Dataset entries

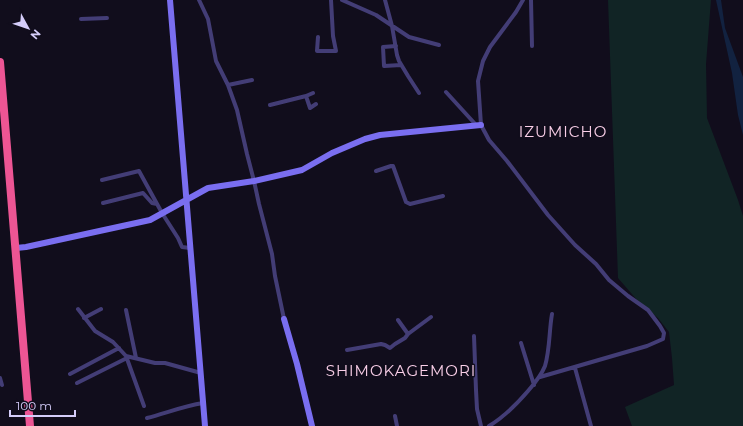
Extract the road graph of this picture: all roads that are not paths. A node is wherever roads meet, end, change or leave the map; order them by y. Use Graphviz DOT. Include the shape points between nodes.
graph roads {
  1 [pos="170,0"];
  2 [pos="199,0"];
  3 [pos="331,0"];
  4 [pos="342,0"];
  5 [pos="385,0"];
  6 [pos="523,0"];
  7 [pos="531,0"];
  8 [pos="107,18"];
  9 [pos="81,19"];
  10 [pos="392,26"];
  11 [pos="318,37"];
  12 [pos="439,45"];
  13 [pos="396,46"];
  14 [pos="532,46"];
  15 [pos="0,62"];
  16 [pos="401,65"];
  17 [pos="252,80"];
  18 [pos="228,85"];
  19 [pos="446,92"];
  20 [pos="313,93"];
  21 [pos="419,93"];
  22 [pos="306,96"];
  23 [pos="316,104"];
  24 [pos="270,105"];
  25 [pos="479,126"];
  26 [pos="376,171"];
  27 [pos="102,180"];
  28 [pos="254,181"];
  29 [pos="443,196"];
  30 [pos="186,200"];
  31 [pos="103,203"];
  32 [pos="157,204"];
  33 [pos="162,213"];
  34 [pos="16,248"];
  35 [pos="190,248"];
  36 [pos="78,309"];
  37 [pos="101,309"];
  38 [pos="126,310"];
  39 [pos="552,314"];
  40 [pos="431,317"];
  41 [pos="84,318"];
  42 [pos="284,319"];
  43 [pos="398,320"];
  44 [pos="408,334"];
  45 [pos="474,336"];
  46 [pos="521,343"];
  47 [pos="119,348"];
  48 [pos="347,350"];
  49 [pos="127,357"];
  50 [pos="136,358"];
  51 [pos="575,368"];
  52 [pos="200,373"];
  53 [pos="70,374"];
  54 [pos="540,377"];
  55 [pos="0,378"];
  56 [pos="77,384"];
  57 [pos="2,385"];
  58 [pos="534,385"];
  59 [pos="203,403"];
  60 [pos="144,406"];
  61 [pos="395,416"];
  62 [pos="147,418"];
  63 [pos="30,426"];
  64 [pos="205,426"];
  65 [pos="312,426"];
  66 [pos="397,426"];
  67 [pos="481,426"];
  68 [pos="489,426"];
  69 [pos="591,426"];
  1 -- 30 [label="street"];
  2 -- 18 [label="street" via="208,19 216,60"];
  3 -- 11 [label="street" via="336,51 317,51"];
  4 -- 10 [label="street"];
  5 -- 10 [label="street"];
  6 -- 25 [label="street" via="483,61 478,81"];
  7 -- 14 [label="street"];
  8 -- 9 [label="street"];
  10 -- 12 [label="street" via="409,37"];
  10 -- 13 [label="street"];
  13 -- 16 [label="street"];
  13 -- 16 [label="street" via="383,47 384,66"];
  15 -- 34 [label="highway"];
  16 -- 21 [label="street"];
  17 -- 18 [label="street"];
  18 -- 28 [label="street" via="237,110"];
  19 -- 25 [label="street"];
  20 -- 22 [label="street"];
  22 -- 23 [label="street" via="310,108"];
  22 -- 24 [label="street"];
  25 -- 28 [label="street" via="380,135 332,153 302,170"];
  25 -- 51 [label="street" via="570,240 609,280 648,310 664,333 663,339 647,346"];
  26 -- 29 [label="street" via="393,166 406,202 410,204"];
  27 -- 32 [label="street" via="139,170"];
  28 -- 30 [label="street" via="208,188"];
  28 -- 42 [label="street" via="272,254"];
  30 -- 33 [label="street"];
  30 -- 35 [label="street"];
  31 -- 32 [label="street" via="142,194"];
  32 -- 33 [label="street"];
  33 -- 34 [label="street" via="150,220"];
  33 -- 35 [label="street" via="182,247"];
  34 -- 63 [label="highway"];
  35 -- 52 [label="street"];
  36 -- 41 [label="street"];
  37 -- 41 [label="street"];
  38 -- 50 [label="street"];
  39 -- 54 [label="street" via="546,360"];
  40 -- 44 [label="street"];
  41 -- 47 [label="street" via="95,331"];
  42 -- 65 [label="street"];
  43 -- 44 [label="street"];
  44 -- 48 [label="street" via="390,348 381,344"];
  45 -- 67 [label="street" via="477,409"];
  46 -- 58 [label="street"];
  47 -- 49 [label="street"];
  47 -- 53 [label="street"];
  49 -- 50 [label="street"];
  49 -- 56 [label="street"];
  49 -- 60 [label="street"];
  50 -- 52 [label="street"];
  51 -- 54 [label="street"];
  51 -- 69 [label="street"];
  52 -- 59 [label="street"];
  54 -- 58 [label="street"];
  55 -- 57 [label="street"];
  58 -- 68 [label="street" via="516,405"];
  59 -- 62 [label="street"];
  59 -- 64 [label="street"];
  61 -- 66 [label="street"];
}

• **What you need to do**
Go through the records above and return each line in which the word "graph" occurs.

• **Written response**
Extract the road graph of this picture: all roads that are not paths. A node is wherever roads meet, end, change or leave the map; order them by y. Use Graphviz DOT. Include the shape points between nodes.
graph roads {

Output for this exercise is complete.